# EXERCISE INSTRUCTIONS
Without omission or alteration, write out all of the data.
### RECORDS
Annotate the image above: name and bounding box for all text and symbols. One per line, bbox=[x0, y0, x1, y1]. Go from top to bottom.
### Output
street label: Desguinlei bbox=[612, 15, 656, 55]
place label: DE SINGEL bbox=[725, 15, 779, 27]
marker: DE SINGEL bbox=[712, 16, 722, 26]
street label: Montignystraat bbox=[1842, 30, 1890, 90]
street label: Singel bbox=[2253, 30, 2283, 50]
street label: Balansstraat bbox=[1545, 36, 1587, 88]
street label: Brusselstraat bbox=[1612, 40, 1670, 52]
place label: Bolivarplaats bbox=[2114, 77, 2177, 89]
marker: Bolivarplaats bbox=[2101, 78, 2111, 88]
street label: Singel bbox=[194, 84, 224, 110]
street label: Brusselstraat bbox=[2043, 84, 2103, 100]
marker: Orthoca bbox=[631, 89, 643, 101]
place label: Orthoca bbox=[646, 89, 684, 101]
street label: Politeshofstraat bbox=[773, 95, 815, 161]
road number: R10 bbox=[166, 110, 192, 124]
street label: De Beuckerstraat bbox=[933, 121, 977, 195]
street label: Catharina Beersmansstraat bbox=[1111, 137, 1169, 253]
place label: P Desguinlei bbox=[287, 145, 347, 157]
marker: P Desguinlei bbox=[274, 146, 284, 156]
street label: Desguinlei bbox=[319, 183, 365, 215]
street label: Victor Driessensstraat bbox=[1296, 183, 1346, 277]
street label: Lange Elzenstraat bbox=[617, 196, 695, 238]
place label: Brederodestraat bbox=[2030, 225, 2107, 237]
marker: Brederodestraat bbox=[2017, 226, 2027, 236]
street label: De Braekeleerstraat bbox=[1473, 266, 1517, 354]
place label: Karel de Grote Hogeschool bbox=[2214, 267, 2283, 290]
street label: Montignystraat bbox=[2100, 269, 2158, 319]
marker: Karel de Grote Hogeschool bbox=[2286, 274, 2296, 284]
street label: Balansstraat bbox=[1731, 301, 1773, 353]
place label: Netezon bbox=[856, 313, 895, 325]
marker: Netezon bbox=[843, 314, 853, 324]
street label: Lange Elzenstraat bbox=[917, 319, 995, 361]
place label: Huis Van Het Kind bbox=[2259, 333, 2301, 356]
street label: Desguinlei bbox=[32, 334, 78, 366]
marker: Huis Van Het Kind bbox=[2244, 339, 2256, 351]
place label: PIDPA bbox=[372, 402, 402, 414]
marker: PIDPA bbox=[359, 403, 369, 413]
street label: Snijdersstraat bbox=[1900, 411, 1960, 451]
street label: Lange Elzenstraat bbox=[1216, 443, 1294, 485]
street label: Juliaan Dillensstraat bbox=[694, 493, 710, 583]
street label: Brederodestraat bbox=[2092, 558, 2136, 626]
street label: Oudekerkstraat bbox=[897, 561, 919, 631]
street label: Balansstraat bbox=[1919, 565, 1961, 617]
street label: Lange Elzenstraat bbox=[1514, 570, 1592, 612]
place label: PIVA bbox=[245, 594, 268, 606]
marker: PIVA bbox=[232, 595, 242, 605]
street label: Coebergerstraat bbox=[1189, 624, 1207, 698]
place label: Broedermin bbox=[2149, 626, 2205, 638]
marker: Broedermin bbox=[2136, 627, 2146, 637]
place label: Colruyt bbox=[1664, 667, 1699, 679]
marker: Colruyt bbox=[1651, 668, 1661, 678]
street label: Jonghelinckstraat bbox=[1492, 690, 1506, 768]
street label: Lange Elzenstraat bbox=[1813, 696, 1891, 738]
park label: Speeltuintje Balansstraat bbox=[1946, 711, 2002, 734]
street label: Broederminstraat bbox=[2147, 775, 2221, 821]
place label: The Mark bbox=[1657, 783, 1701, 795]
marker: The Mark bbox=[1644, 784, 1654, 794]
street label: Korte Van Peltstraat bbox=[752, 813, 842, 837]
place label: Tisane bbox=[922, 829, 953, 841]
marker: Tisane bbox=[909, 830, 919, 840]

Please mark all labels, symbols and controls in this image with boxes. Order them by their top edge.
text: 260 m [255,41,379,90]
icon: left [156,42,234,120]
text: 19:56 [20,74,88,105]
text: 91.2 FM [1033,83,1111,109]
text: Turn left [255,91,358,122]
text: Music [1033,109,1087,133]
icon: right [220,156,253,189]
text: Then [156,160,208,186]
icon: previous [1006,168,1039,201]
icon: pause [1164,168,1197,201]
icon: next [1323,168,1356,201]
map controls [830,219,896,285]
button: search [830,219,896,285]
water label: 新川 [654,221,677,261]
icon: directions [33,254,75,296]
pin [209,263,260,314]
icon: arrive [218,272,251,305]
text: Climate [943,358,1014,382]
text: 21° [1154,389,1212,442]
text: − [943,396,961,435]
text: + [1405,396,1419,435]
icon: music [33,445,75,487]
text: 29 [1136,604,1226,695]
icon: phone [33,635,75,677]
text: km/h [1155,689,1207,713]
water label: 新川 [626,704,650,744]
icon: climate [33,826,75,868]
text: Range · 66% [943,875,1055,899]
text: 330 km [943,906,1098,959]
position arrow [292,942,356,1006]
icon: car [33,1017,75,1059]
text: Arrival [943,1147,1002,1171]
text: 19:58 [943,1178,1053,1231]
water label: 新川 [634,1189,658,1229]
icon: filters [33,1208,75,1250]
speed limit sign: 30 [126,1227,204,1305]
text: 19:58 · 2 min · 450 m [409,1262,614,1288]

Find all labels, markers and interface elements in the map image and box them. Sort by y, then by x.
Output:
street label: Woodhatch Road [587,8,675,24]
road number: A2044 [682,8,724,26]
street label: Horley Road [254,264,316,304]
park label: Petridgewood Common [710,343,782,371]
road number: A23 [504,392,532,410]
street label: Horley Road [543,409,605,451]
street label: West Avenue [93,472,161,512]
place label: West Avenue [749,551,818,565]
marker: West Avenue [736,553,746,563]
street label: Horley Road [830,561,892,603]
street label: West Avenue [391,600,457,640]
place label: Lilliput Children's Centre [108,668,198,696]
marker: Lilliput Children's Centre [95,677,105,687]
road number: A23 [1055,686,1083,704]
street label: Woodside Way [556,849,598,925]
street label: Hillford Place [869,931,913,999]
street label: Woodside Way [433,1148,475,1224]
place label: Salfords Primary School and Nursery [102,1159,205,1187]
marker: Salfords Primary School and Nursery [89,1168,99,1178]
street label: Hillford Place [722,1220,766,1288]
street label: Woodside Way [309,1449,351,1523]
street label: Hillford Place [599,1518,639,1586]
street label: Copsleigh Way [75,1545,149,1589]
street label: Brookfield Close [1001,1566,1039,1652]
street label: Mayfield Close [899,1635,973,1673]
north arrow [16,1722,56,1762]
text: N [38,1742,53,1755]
######
# ANSWER
Annotate the image above: name and bounding box for all text and symbols. One per line, bbox=[x0, y0, x1, y1]. Go from top to bottom.
### Output
street label: Desguinlei bbox=[612, 15, 656, 55]
place label: DE SINGEL bbox=[725, 15, 779, 27]
marker: DE SINGEL bbox=[712, 16, 722, 26]
street label: Montignystraat bbox=[1842, 30, 1890, 90]
street label: Singel bbox=[2253, 30, 2283, 50]
street label: Balansstraat bbox=[1545, 36, 1587, 88]
street label: Brusselstraat bbox=[1612, 40, 1670, 52]
place label: Bolivarplaats bbox=[2114, 77, 2177, 89]
marker: Bolivarplaats bbox=[2101, 78, 2111, 88]
street label: Singel bbox=[194, 84, 224, 110]
street label: Brusselstraat bbox=[2043, 84, 2103, 100]
marker: Orthoca bbox=[631, 89, 643, 101]
place label: Orthoca bbox=[646, 89, 684, 101]
street label: Politeshofstraat bbox=[773, 95, 815, 161]
road number: R10 bbox=[166, 110, 192, 124]
street label: De Beuckerstraat bbox=[933, 121, 977, 195]
street label: Catharina Beersmansstraat bbox=[1111, 137, 1169, 253]
place label: P Desguinlei bbox=[287, 145, 347, 157]
marker: P Desguinlei bbox=[274, 146, 284, 156]
street label: Desguinlei bbox=[319, 183, 365, 215]
street label: Victor Driessensstraat bbox=[1296, 183, 1346, 277]
street label: Lange Elzenstraat bbox=[617, 196, 695, 238]
place label: Brederodestraat bbox=[2030, 225, 2107, 237]
marker: Brederodestraat bbox=[2017, 226, 2027, 236]
street label: De Braekeleerstraat bbox=[1473, 266, 1517, 354]
place label: Karel de Grote Hogeschool bbox=[2214, 267, 2283, 290]
street label: Montignystraat bbox=[2100, 269, 2158, 319]
marker: Karel de Grote Hogeschool bbox=[2286, 274, 2296, 284]
street label: Balansstraat bbox=[1731, 301, 1773, 353]
place label: Netezon bbox=[856, 313, 895, 325]
marker: Netezon bbox=[843, 314, 853, 324]
street label: Lange Elzenstraat bbox=[917, 319, 995, 361]
place label: Huis Van Het Kind bbox=[2259, 333, 2301, 356]
street label: Desguinlei bbox=[32, 334, 78, 366]
marker: Huis Van Het Kind bbox=[2244, 339, 2256, 351]
place label: PIDPA bbox=[372, 402, 402, 414]
marker: PIDPA bbox=[359, 403, 369, 413]
street label: Snijdersstraat bbox=[1900, 411, 1960, 451]
street label: Lange Elzenstraat bbox=[1216, 443, 1294, 485]
street label: Juliaan Dillensstraat bbox=[694, 493, 710, 583]
street label: Brederodestraat bbox=[2092, 558, 2136, 626]
street label: Oudekerkstraat bbox=[897, 561, 919, 631]
street label: Balansstraat bbox=[1919, 565, 1961, 617]
street label: Lange Elzenstraat bbox=[1514, 570, 1592, 612]
place label: PIVA bbox=[245, 594, 268, 606]
marker: PIVA bbox=[232, 595, 242, 605]
street label: Coebergerstraat bbox=[1189, 624, 1207, 698]
place label: Broedermin bbox=[2149, 626, 2205, 638]
marker: Broedermin bbox=[2136, 627, 2146, 637]
place label: Colruyt bbox=[1664, 667, 1699, 679]
marker: Colruyt bbox=[1651, 668, 1661, 678]
street label: Jonghelinckstraat bbox=[1492, 690, 1506, 768]
street label: Lange Elzenstraat bbox=[1813, 696, 1891, 738]
park label: Speeltuintje Balansstraat bbox=[1946, 711, 2002, 734]
street label: Broederminstraat bbox=[2147, 775, 2221, 821]
place label: The Mark bbox=[1657, 783, 1701, 795]
marker: The Mark bbox=[1644, 784, 1654, 794]
street label: Korte Van Peltstraat bbox=[752, 813, 842, 837]
place label: Tisane bbox=[922, 829, 953, 841]
marker: Tisane bbox=[909, 830, 919, 840]

Please mark all labels, symbols and controls in this image with boxes. Order them by their top edge.
text: 260 m [255,41,379,90]
icon: left [156,42,234,120]
text: 19:56 [20,74,88,105]
text: 91.2 FM [1033,83,1111,109]
text: Turn left [255,91,358,122]
text: Music [1033,109,1087,133]
icon: right [220,156,253,189]
text: Then [156,160,208,186]
icon: previous [1006,168,1039,201]
icon: pause [1164,168,1197,201]
icon: next [1323,168,1356,201]
map controls [830,219,896,285]
button: search [830,219,896,285]
water label: 新川 [654,221,677,261]
icon: directions [33,254,75,296]
pin [209,263,260,314]
icon: arrive [218,272,251,305]
text: Climate [943,358,1014,382]
text: 21° [1154,389,1212,442]
text: − [943,396,961,435]
text: + [1405,396,1419,435]
icon: music [33,445,75,487]
text: 29 [1136,604,1226,695]
icon: phone [33,635,75,677]
text: km/h [1155,689,1207,713]
water label: 新川 [626,704,650,744]
icon: climate [33,826,75,868]
text: Range · 66% [943,875,1055,899]
text: 330 km [943,906,1098,959]
position arrow [292,942,356,1006]
icon: car [33,1017,75,1059]
text: Arrival [943,1147,1002,1171]
text: 19:58 [943,1178,1053,1231]
water label: 新川 [634,1189,658,1229]
icon: filters [33,1208,75,1250]
speed limit sign: 30 [126,1227,204,1305]
text: 19:58 · 2 min · 450 m [409,1262,614,1288]

Find all labels, markers and interface elements in the map image and box them. Sort by y, then by x.
Output:
street label: Woodhatch Road [587,8,675,24]
road number: A2044 [682,8,724,26]
street label: Horley Road [254,264,316,304]
park label: Petridgewood Common [710,343,782,371]
road number: A23 [504,392,532,410]
street label: Horley Road [543,409,605,451]
street label: West Avenue [93,472,161,512]
place label: West Avenue [749,551,818,565]
marker: West Avenue [736,553,746,563]
street label: Horley Road [830,561,892,603]
street label: West Avenue [391,600,457,640]
place label: Lilliput Children's Centre [108,668,198,696]
marker: Lilliput Children's Centre [95,677,105,687]
road number: A23 [1055,686,1083,704]
street label: Woodside Way [556,849,598,925]
street label: Hillford Place [869,931,913,999]
street label: Woodside Way [433,1148,475,1224]
place label: Salfords Primary School and Nursery [102,1159,205,1187]
marker: Salfords Primary School and Nursery [89,1168,99,1178]
street label: Hillford Place [722,1220,766,1288]
street label: Woodside Way [309,1449,351,1523]
street label: Hillford Place [599,1518,639,1586]
street label: Copsleigh Way [75,1545,149,1589]
street label: Brookfield Close [1001,1566,1039,1652]
street label: Mayfield Close [899,1635,973,1673]
north arrow [16,1722,56,1762]
text: N [38,1742,53,1755]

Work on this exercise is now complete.